Assymetric block copolymers comprising interacting blocks for drug delivery

Abstract

The self-assembly of asymmetric di- and triblock block copolymers based on chemically complementary poly(acrylic acid) and (methoxy)poly(ethylene oxide) or polyacrilamide blocks into micelle structures are developed in acidic aqueous solutions by hydrophobic interactions between non-polar bound segments of the copolymer blocks. Peculiarities of the micellization processes, morphology, size and stability of the developed micellar nanocarries were highlighted. It was revealed that the wide spectrum of morphological forms of such micellar carriers, such as “crew-cut” micelles, “hairy-type” micelles, “flower-like” and needle-like micelles, could be produced by variation of the absolute and relative length of both the blocks.

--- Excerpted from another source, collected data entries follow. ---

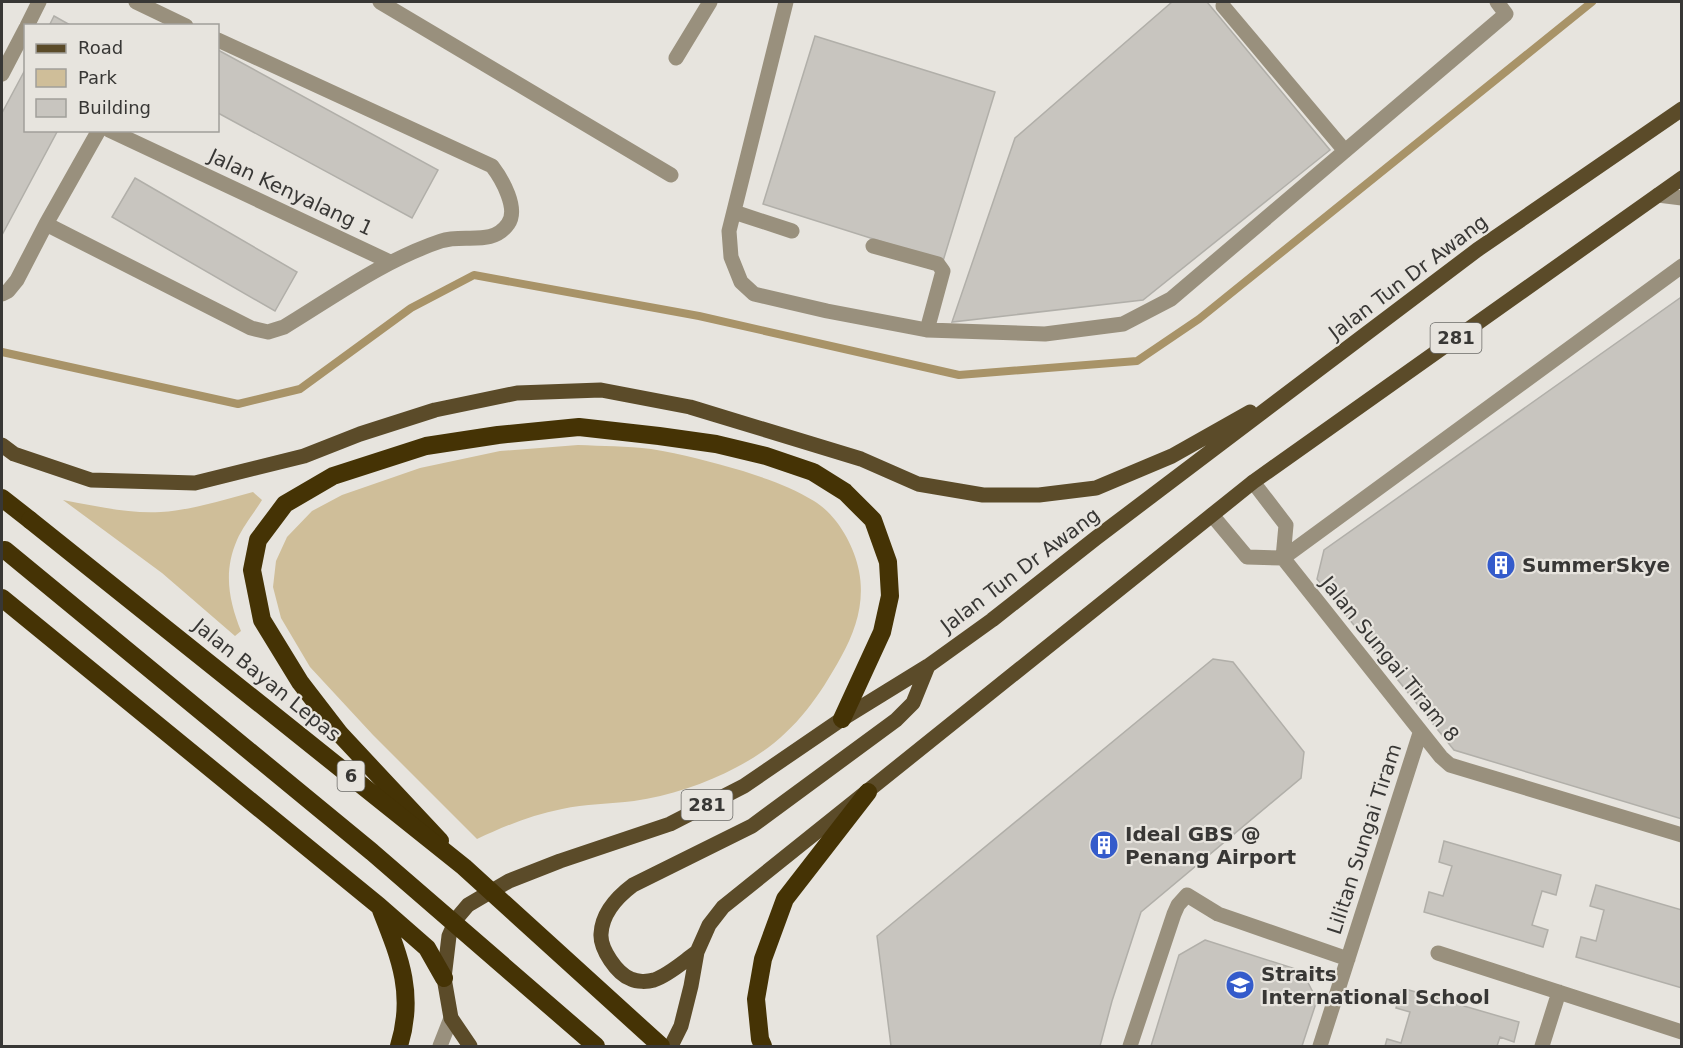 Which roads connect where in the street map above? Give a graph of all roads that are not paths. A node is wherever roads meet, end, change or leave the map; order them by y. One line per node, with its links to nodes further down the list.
1 (39, 2): 9 (street)
2 (136, 2): 8 (street)
3 (380, 2): 18 (street)
4 (710, 2): 12 (street)
5 (786, 2): 22 (street)
6 (1497, 2): 17 (street)
7 (1223, 6): 17 (street)
8 (162, 21)
9 (28, 24)
10 (24, 31): 13 (street)
11 (219, 40): 26 (street)
12 (676, 58)
13 (2, 74)
14 (1682, 109): 30 (main road, Jalan Tun Dr Awang / 281)
15 (98, 132): 23 (street)
16 (113, 132): 26 (street, Jalan Kenyalang 1)
17 (1345, 151): 29 (street)
18 (671, 175)
19 (1682, 178): 20 (main road, 281)
20 (1658, 195): 21 (street); 32 (main road, 281)
21 (1682, 198)
22 (734, 212): 24 (street); 29 (street)
23 (46, 224): 26 (street); 28 (street)
24 (792, 231)
25 (873, 246): 29 (street)
26 (390, 262)
27 (1682, 266): 36 (street)
28 (2, 294)
29 (927, 330)
30 (1297, 386): 31 (main road); 38 (main road, Jalan Tun Dr Awang / 281)
31 (2, 445)
32 (1253, 482): 34 (main road, 281); 36 (street)
33 (2, 498): 43 (highway, Jalan Bayan Lepas / 6, bridge)
34 (1212, 515): 36 (street); 41 (main road, 281)
35 (3, 548): 55 (highway, 6, bridge)
36 (1283, 558): 40 (street, Jalan Sungai Tiram 8)
37 (2, 598): 44 (highway)
38 (928, 666): 39 (main road, Jalan Tun Dr Awang / 281); 45 (main road)
39 (842, 719): 43 (highway, bridge); 48 (main road, Jalan Tun Dr Awang / 281)
40 (1420, 733): 42 (street, Jalan Sungai Tiram 8); 47 (street, Lilitan Sungai Tiram)
41 (868, 792): 45 (main road, 281); 58 (highway)
42 (1682, 835)
43 (464, 867): 56 (highway, Jalan Bayan Lepas / 6, bridge)
44 (379, 906): 48 (highway); 52 (highway)
45 (697, 952): 57 (main road, 281)
46 (1438, 953): 49 (street)
47 (1348, 959): 59 (street, Lilitan Sungai Tiram); 60 (street, Lilitan Sungai Tiram)
48 (444, 978): 50 (main road, Jalan Tun Dr Awang / 281)
49 (1559, 992): 51 (street); 61 (street)
50 (452, 1018): 53 (street); 54 (main road, Jalan Tun Dr Awang / 281)
51 (1682, 1032)
52 (399, 1047)
53 (440, 1047)
54 (470, 1047)
55 (596, 1047)
56 (661, 1047)
57 (671, 1047)
58 (763, 1047)
59 (1130, 1047)
60 (1320, 1047)
61 (1542, 1047) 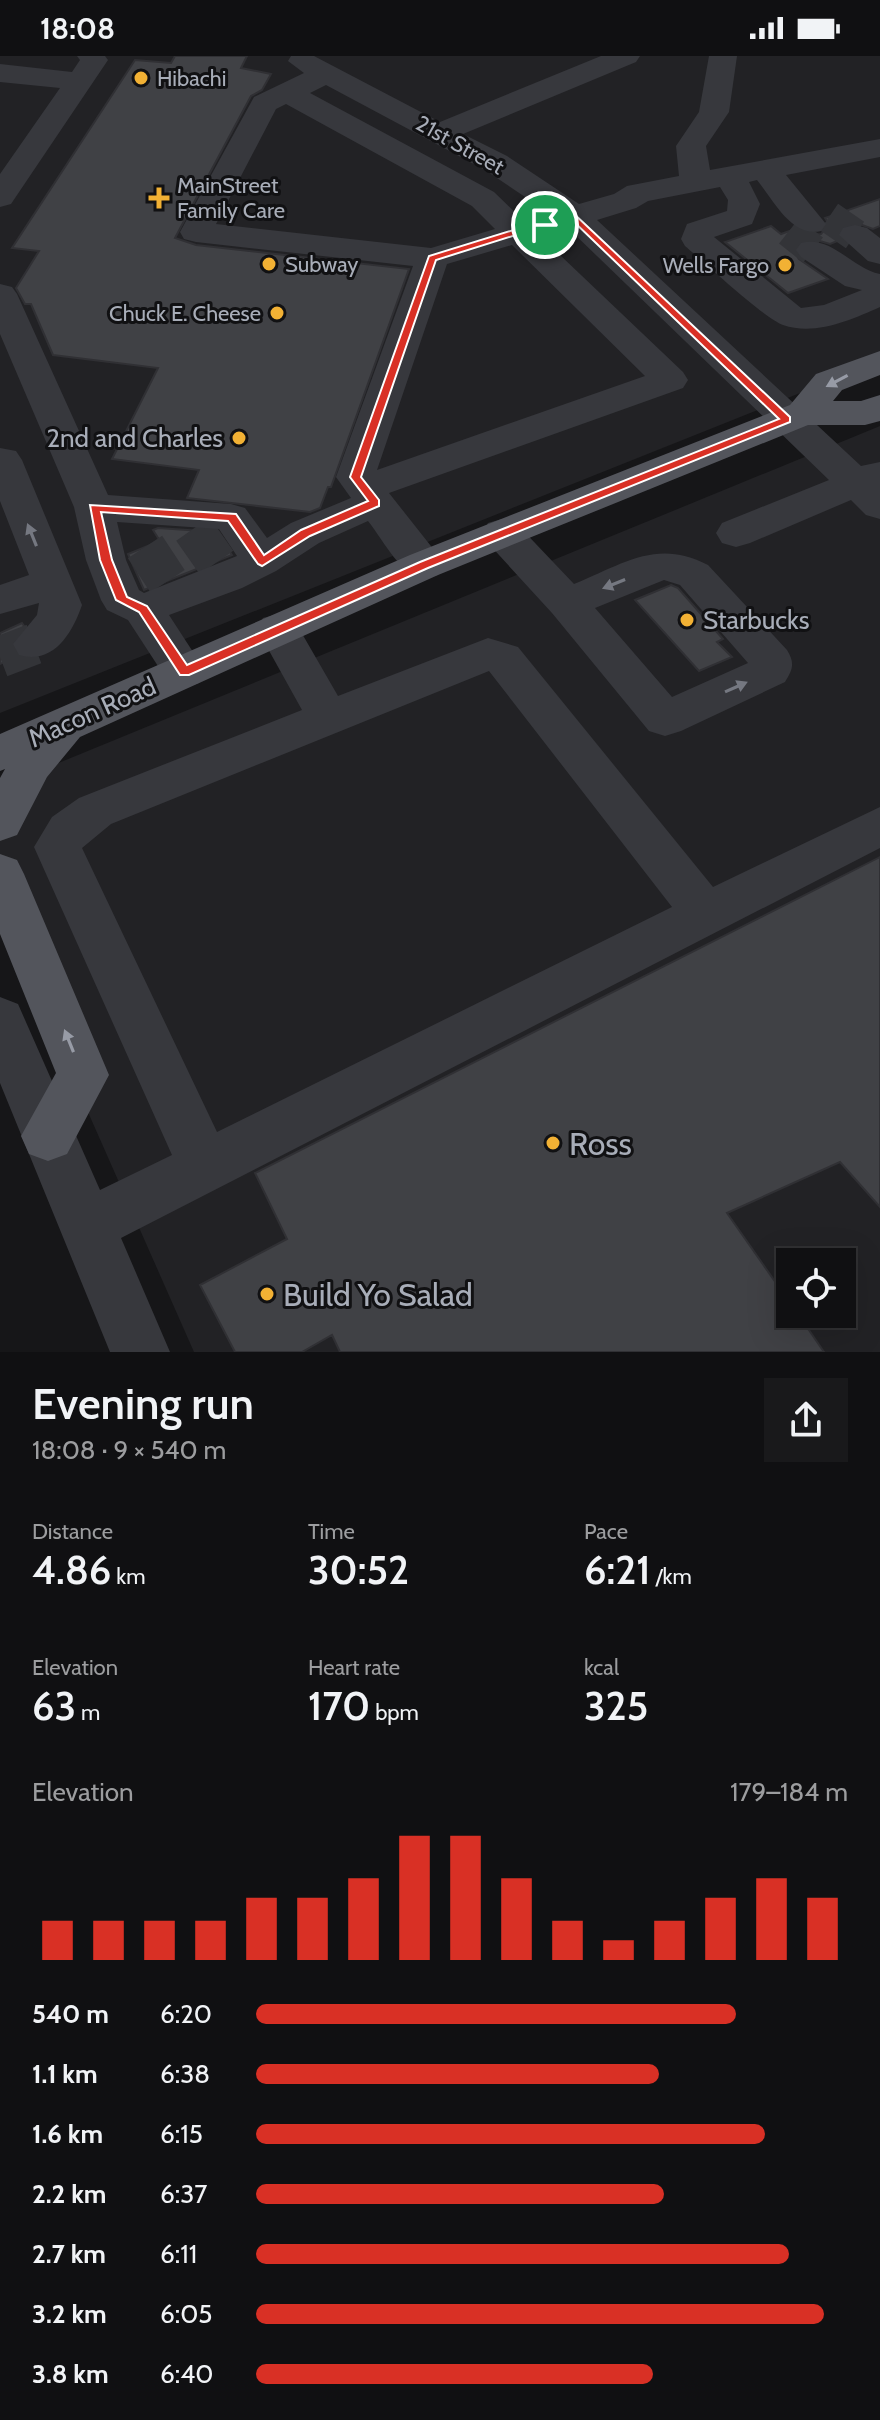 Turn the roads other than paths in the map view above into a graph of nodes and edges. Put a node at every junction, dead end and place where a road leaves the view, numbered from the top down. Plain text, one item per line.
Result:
1 (293, 56) edge
2 (626, 56) edge
3 (692, 56) edge
4 (722, 64) edge
5 (85, 68) edge
6 (0, 73) edge
7 (326, 74) junction
8 (287, 92) junction
9 (439, 133) junction
10 (0, 138) edge
11 (37, 142) junction
12 (880, 148) edge
13 (765, 170) junction
14 (712, 180) junction
15 (790, 196) junction
16 (0, 197) edge
17 (572, 214) junction
18 (741, 217) junction
19 (518, 233) junction
20 (834, 234) edge
21 (432, 258) junction
22 (880, 266) edge
23 (880, 281) edge
24 (0, 294) edge
25 (880, 295) edge
26 (880, 362) edge
27 (880, 407) edge
28 (795, 416) junction
29 (66, 445) junction
30 (1, 460) edge
31 (872, 487) edge
32 (370, 496) junction
33 (110, 508) junction
34 (502, 533) junction
35 (736, 533) dead end
36 (145, 547) tunnel mouth
37 (424, 565) junction
38 (237, 569) junction
39 (165, 598) junction
40 (567, 603) junction
41 (22, 608) edge
42 (278, 629) junction
43 (184, 672) junction
44 (328, 718) junction
45 (68, 723) junction
46 (0, 753) edge
47 (0, 822) edge
48 (880, 826) edge
49 (0, 874) edge
50 (705, 913) junction
51 (0, 1020) edge
52 (48, 1136) junction
53 (204, 1165) junction
54 (87, 1226) junction
55 (140, 1352) edge

1 - 7 street, 21st Street
2 - 9 street
3 - 4 street
4 - 14 street
5 - 6 street
5 - 11 street
7 - 8 street
7 - 9 street, 21st Street
8 - 19 street
8 - 21 street
9 - 17 street, 21st Street
10 - 11 street
11 - 16 street
12 - 13 street
13 - 14 street
13 - 15 street
14 - 17 street
14 - 18 street
15 - 18 street
15 - 20 street
15 - 20 street
17 - 19 street
17 - 28 street, 21st Street
18 - 25 street
19 - 21 street
19 - 32 street
20 - 22 street
20 - 23 street
21 - 32 street
24 - 29 street
26 -> 28 main road, Macon Road
27 - 28 main road, Macon Road
28 - 31 street, 21st Street
28 - 34 main road, Macon Road
29 - 30 street
29 - 33 street
41 -> 30 street
31 - 35 street
32 - 37 street
32 - 38 street
33 - 36 street
33 - 38 street
33 - 39 street
34 - 37 main road, Macon Road
34 - 40 street
37 - 42 main road, Macon Road
38 - 39 street
39 - 43 street
40 -> 40 street
42 - 43 main road, Macon Road
42 - 44 street
43 - 45 main road, Macon Road
44 - 50 street
44 - 53 street
45 - 46 main road, Macon Road
45 - 47 main road
48 - 50 street
52 -> 49 main road
50 - 53 street
51 - 52 street
52 - 54 street
53 - 54 street
54 - 55 street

The presence of complex “core”, which stabilized through hydrogen bonds and hydrophobic interactions, give an opportunity of such micelles to show a high binding capability with respect to toxic and hydrophobic drugs. The application of represented micelle-type polymeric nanocontainers for encapsulation and delivery in living organisms of anticancer drugs eumelanin and doxorubicin was shown. The essential influence of a state of micellar systems, parameters of micellization process, sizes and morphology of micelles, nature and length of micellar “coronas” on drug connection was considered and disscused.